The other drying discovery was new for me, but not for Jeff. He had dried zucchini before, but not since I’d been here. With our prolific zucchini, we’ve been happily eating loads of it (we love zucchini.) We shared some with loved ones in need of fresh, garden food. Then we still had some leftover. (You zucchini growers know how that goes!) We didn’t want any to go to waste. But we didn’t want to use precious freezer space for it, since it’s dedicated to berries, so we dried it. We plan on putting the dried zucchini in soups throughout the winter. Jeff says it’s great. I’m taking his word for it, since I have yet to try it.
I felt like sharing in case you were wondering about another way to preserve your zucchini abundance. If you do, a tip: use smaller zucchinis, before the seeds get too huge, which won’t be that great dried.

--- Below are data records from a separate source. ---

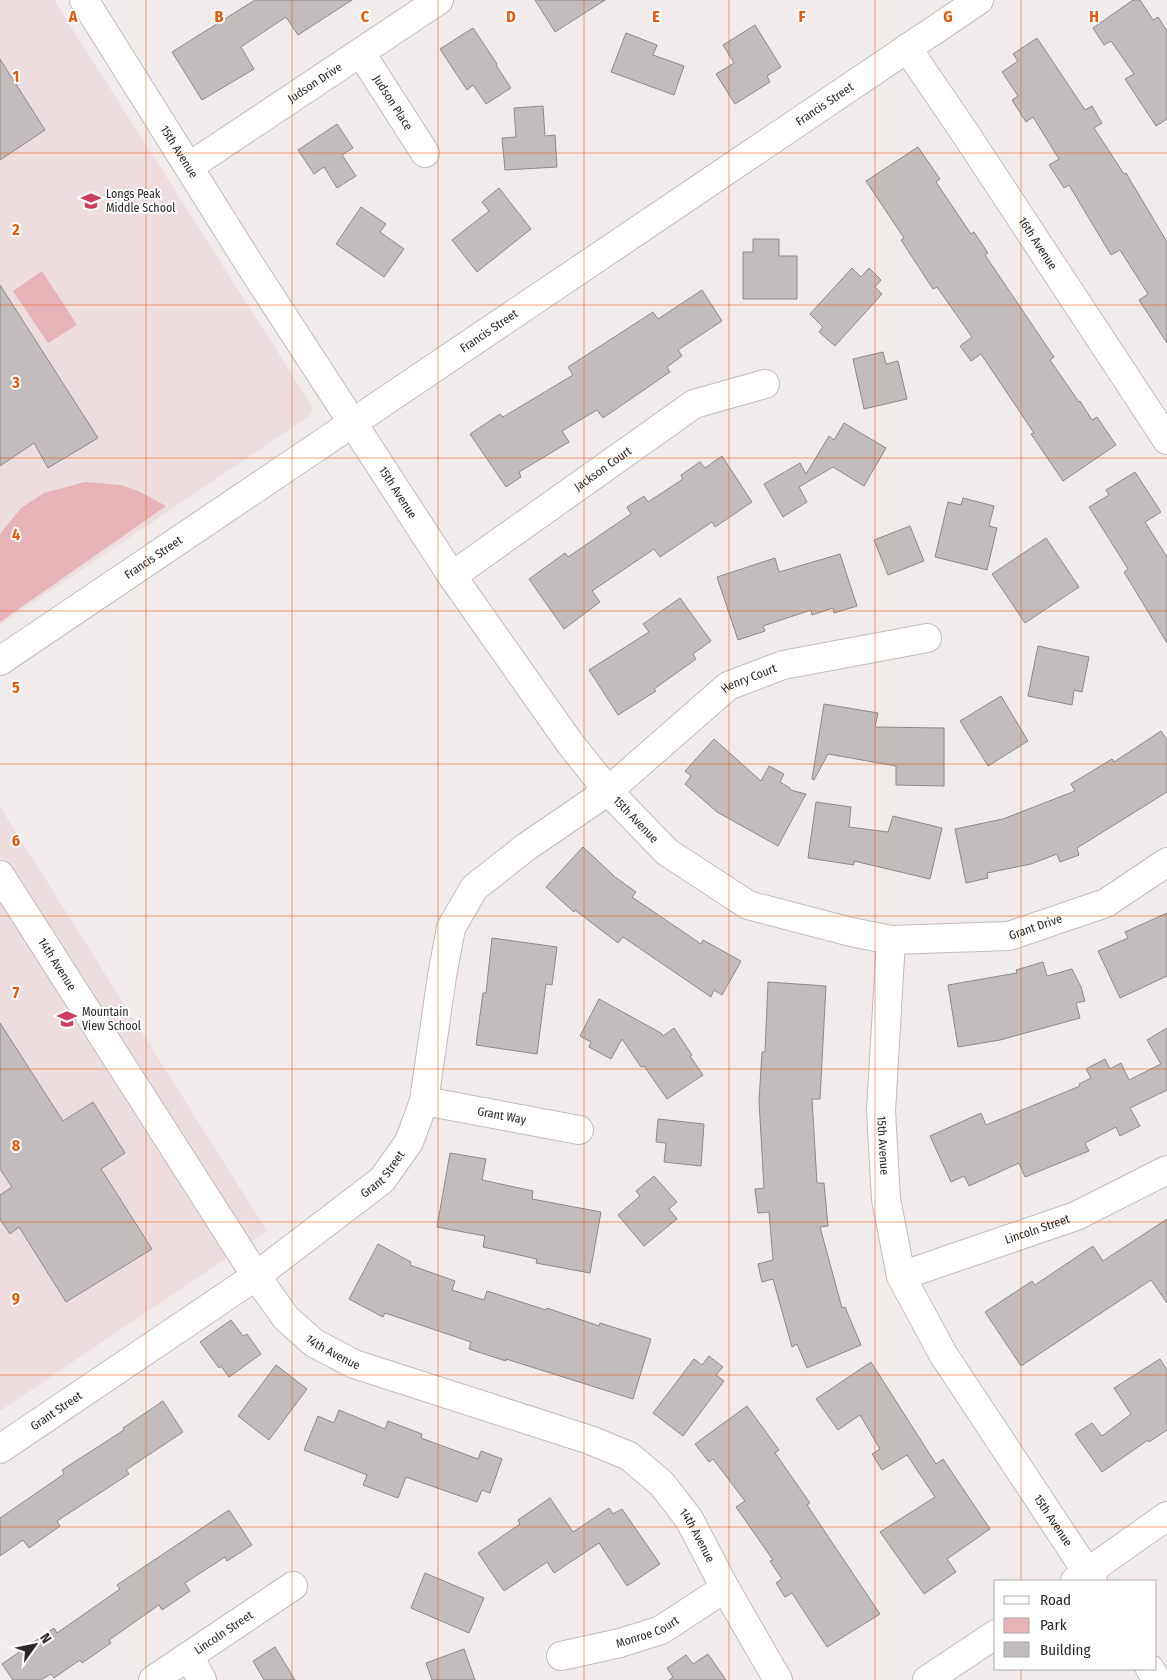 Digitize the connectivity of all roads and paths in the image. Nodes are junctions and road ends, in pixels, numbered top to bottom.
1 (84, 0) edge
2 (439, 0) edge
3 (979, 0) edge
4 (907, 48) junction
5 (361, 53) junction
6 (425, 153) dead end
7 (190, 166) junction
8 (765, 384) dead end
9 (354, 422) junction
10 (1167, 440) edge
11 (452, 576) junction
12 (927, 638) dead end
13 (0, 661) edge
14 (608, 791) junction
15 (1167, 862) edge
16 (0, 875) edge
17 (891, 940) junction
18 (424, 1100) junction
19 (579, 1130) dead end
20 (1167, 1170) edge
21 (256, 1276) junction
22 (901, 1276) junction
23 (0, 1448) edge
24 (1167, 1516) edge
25 (1085, 1579) edge
26 (293, 1586) dead end
27 (725, 1588) junction
28 (994, 1635) edge
29 (189, 1656) junction
30 (561, 1656) dead end
31 (153, 1680) edge
32 (202, 1680) edge
33 (778, 1680) edge
34 (927, 1680) edge

1 - 7 street, 15th Avenue
2 - 5 street, Judson Drive
3 - 4 street, Francis Street
4 - 9 street, Francis Street
4 - 10 street, 16th Avenue
5 - 6 street, Judson Place
5 - 7 street, Judson Drive
7 - 9 street, 15th Avenue
8 - 11 street, Jackson Court
9 - 11 street, 15th Avenue
9 - 13 street, Francis Street
11 - 14 street, 15th Avenue
12 - 14 street, Henry Court
14 - 17 street, 15th Avenue
14 - 18 street, Grant Street
15 - 17 street, Grant Drive
16 - 21 street, 14th Avenue
17 - 22 street, 15th Avenue
18 - 19 street, Grant Way
18 - 21 street, Grant Street
20 - 22 street, Lincoln Street
21 - 23 street, Grant Street
21 - 27 street, 14th Avenue
22 - 25 street, 15th Avenue
24 - 25 street
26 - 29 street, Lincoln Street
27 - 30 street, Monroe Court
27 - 33 street, 14th Avenue
28 - 34 street
29 - 31 street, Lincoln Street
29 - 32 street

As for the dehydrator, we are just using a 40 dollar one we got on sale at a local store. It’s plastic, which in our mind, is not an ideal blend with heat, but it works for now. Someday Jeff would love to build a stainless steel food dehydrator for inside and a solar food dehydrator for outside. In the meantime, we have certainly been getting our money’s worth out of it. I use it to make Crispy Almonds that I turn into Homemade Nut Butter, to dry herbs, and so much more.
Do you like to dehydrate food?
What are your favorite foods to dehydrate?

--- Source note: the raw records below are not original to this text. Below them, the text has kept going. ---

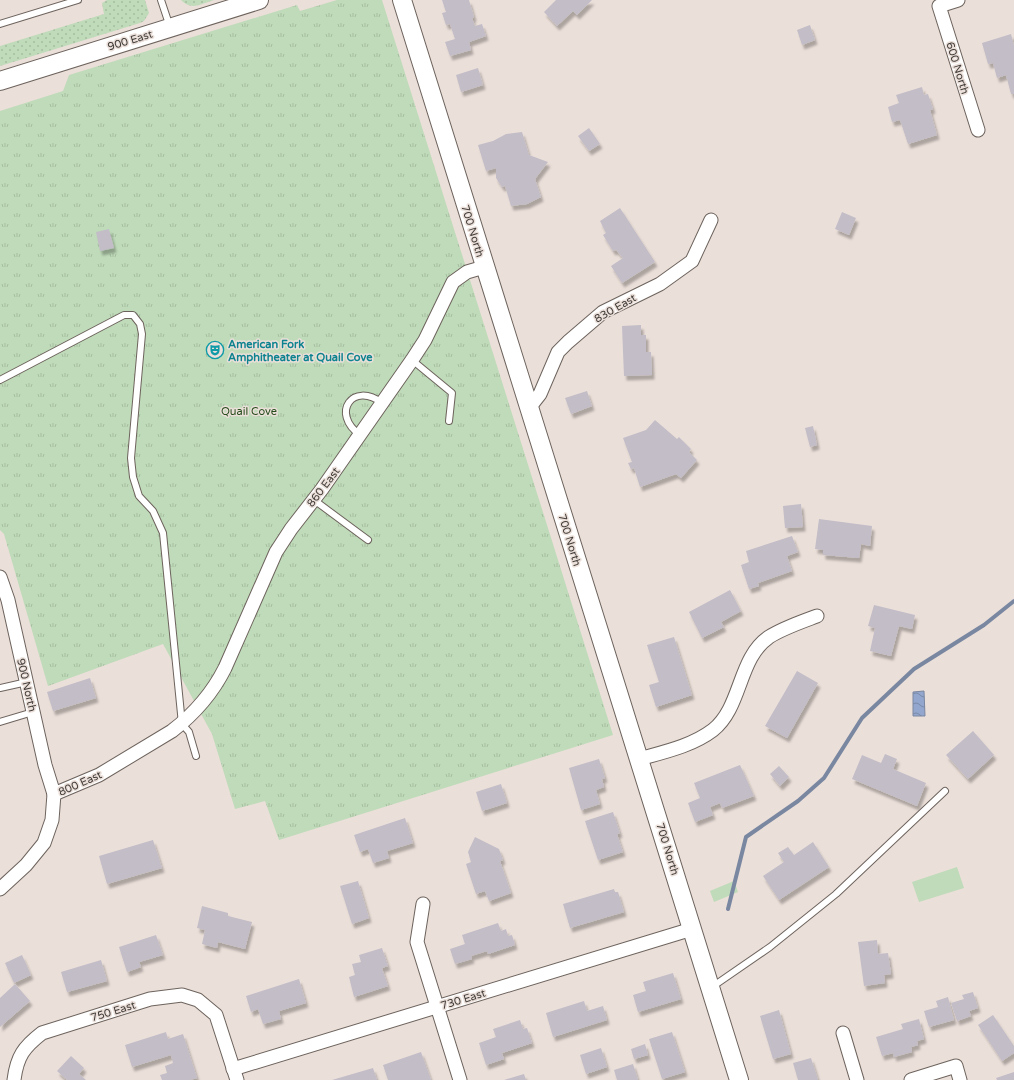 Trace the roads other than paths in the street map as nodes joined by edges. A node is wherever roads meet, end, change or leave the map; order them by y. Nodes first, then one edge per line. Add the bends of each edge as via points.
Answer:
1 (78, 0) edge
2 (161, 0) edge
3 (260, 0) edge
4 (402, 0) edge
5 (958, 0) edge
6 (0, 24) edge
7 (170, 27) junction
8 (0, 81) edge
9 (978, 130) dead end
10 (711, 220) dead end
11 (484, 267) junction
12 (412, 360) junction
13 (0, 380) edge
14 (382, 403) junction
15 (529, 408) junction
16 (449, 421) dead end
17 (360, 436) junction
18 (314, 500) junction
19 (368, 540) dead end
20 (0, 577) edge
21 (817, 616) dead end
22 (26, 682) junction
23 (0, 688) edge
24 (33, 712) junction
25 (0, 722) edge
26 (182, 724) junction
27 (196, 756) dead end
28 (640, 759) junction
29 (945, 791) dead end
30 (54, 794) junction
31 (0, 889) edge
32 (423, 904) dead end
33 (692, 929) junction
34 (710, 988) junction
35 (437, 1007) junction
36 (842, 1033) dead end
37 (235, 1075) edge
38 (14, 1080) edge
39 (460, 1080) edge
40 (740, 1080) edge
41 (857, 1080) edge
42 (911, 1080) edge
43 (960, 1080) edge

1 - 6 lane
2 - 7 lane
3 - 7 street, 900 East
4 - 11 street, 700 North
5 - 9 street, 600 North via 939,6
7 - 8 street, 900 East
10 - 15 street, 830 East via 692,261 660,284 603,312 558,352 540,394
11 - 12 street, 860 East via 467,272 453,282 425,340
11 - 15 street, 700 North
12 - 14 street, 860 East
12 - 16 lane via 452,393
13 - 26 lane via 124,315 133,315 140,324 142,334 131,458 139,496 153,511 163,533
14 - 17 street, 860 East
14 - 17 lane via 373,396 362,395 354,398 348,405 348,425
15 - 28 street, 700 North
17 - 18 street, 860 East
18 - 19 lane
18 - 26 street, 860 East via 276,552 217,684
20 - 22 street, 900 North via 8,600
21 - 28 street via 768,638 756,651 728,711 714,729 690,743
22 - 23 lane
22 - 24 street, 900 North
24 - 25 lane
24 - 30 street, 900 North
26 - 27 lane via 189,732
26 - 30 street, 800 East via 99,776
28 - 33 street, 700 North
29 - 34 lane via 836,894 770,947
30 - 31 street, 800 East via 52,820 44,843 26,865
32 - 35 street via 417,942
33 - 34 street, 700 North
33 - 35 street, 730 East
34 - 40 street, 700 North
35 - 37 street, 730 East
35 - 39 street
36 - 41 street
37 - 38 street, 750 East via 216,1016 198,1000 182,995 150,999 42,1033 18,1059
42 - 43 street via 956,1066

What preserving methods do you enjoy?
Lindsey @ The Herbangardener says
Ooo, are those dried zucchini chips as crunchy as they look? I must try that.
It feels so homey to preserve things like that doesn’t it!
How pretty…
Aja says
Ooh, dried zucchini – what a great idea! I love my dehydrator, I dry all my herbs that way and until I too get an awesome homemade solar dehydrator contraption, it works great. I did try bananas once, hoping to get crispy banana chips – but they turned into a weird chewy consistency! 🙂
Michaele says
Dried tomatoes are the BEST!
Trish says
I would love a dehydrator!
A beautiful harvest preserved for the colder months to come. Lovely.
Much love
mb says
thank you for the zuuchini reminder! i will need this for this year… bumper crop! lol.
i just dried my first batch of blueberries as well- amazing how much they shrink! i want to try soaking the dried ones and see how they are that way. did you freeze them before drying? that’s what i did, and was the advice from the blueberry farmers where i picked mine, and it seemed to be a good tip. (though i haven’t tried them straight from the bush into the dryer.)
i dry enormous quantities of apple rings every year- love them for treats and trail mix making. i also do up a lot of fruit leather, which is nice because i use up a lot of less-than-choice fruits that way. i’m going to take a stab at drying some tomatoes this year for the first time, that is, if i get an oversupply of cherry tomatoes, which i’m hoping for!
Linzie says
Any easy, solar energy way to dry stuff is to spread it thin on a baking sheet and pop in it the CAR on a hot day with the windows up! I’ve dried many an herb this way! It also works great to have fruit/berry puree and spread that thin in the morning…..by the afternoon you have fruit leather! YUM!
teri says
i’ve been wanting to try drying blueberries!
i have a drying rack that i hang my herbs from (and smaller things that can’t hang go on a screen on top)
we also have a cheap plastic dehydrator that we got from either craigslist or freecycle… it doesn’t have an adjustable temp so is too warm for herbs, but we have dried apples, zucchini, tomatoes, and numerous other things that way…
funny, the past couple of years i was all excited about drying different foods, mostly to not be dependent on electricity so much (though our dehydrator is electric… sigh…), but this year we’ve kind of forgotten about it! i think it got “put away” somewhere when we were tidying for the wedding…
thanks for the reminder! i think i need to dig it out, get some more blueberries, and try dehydrating them!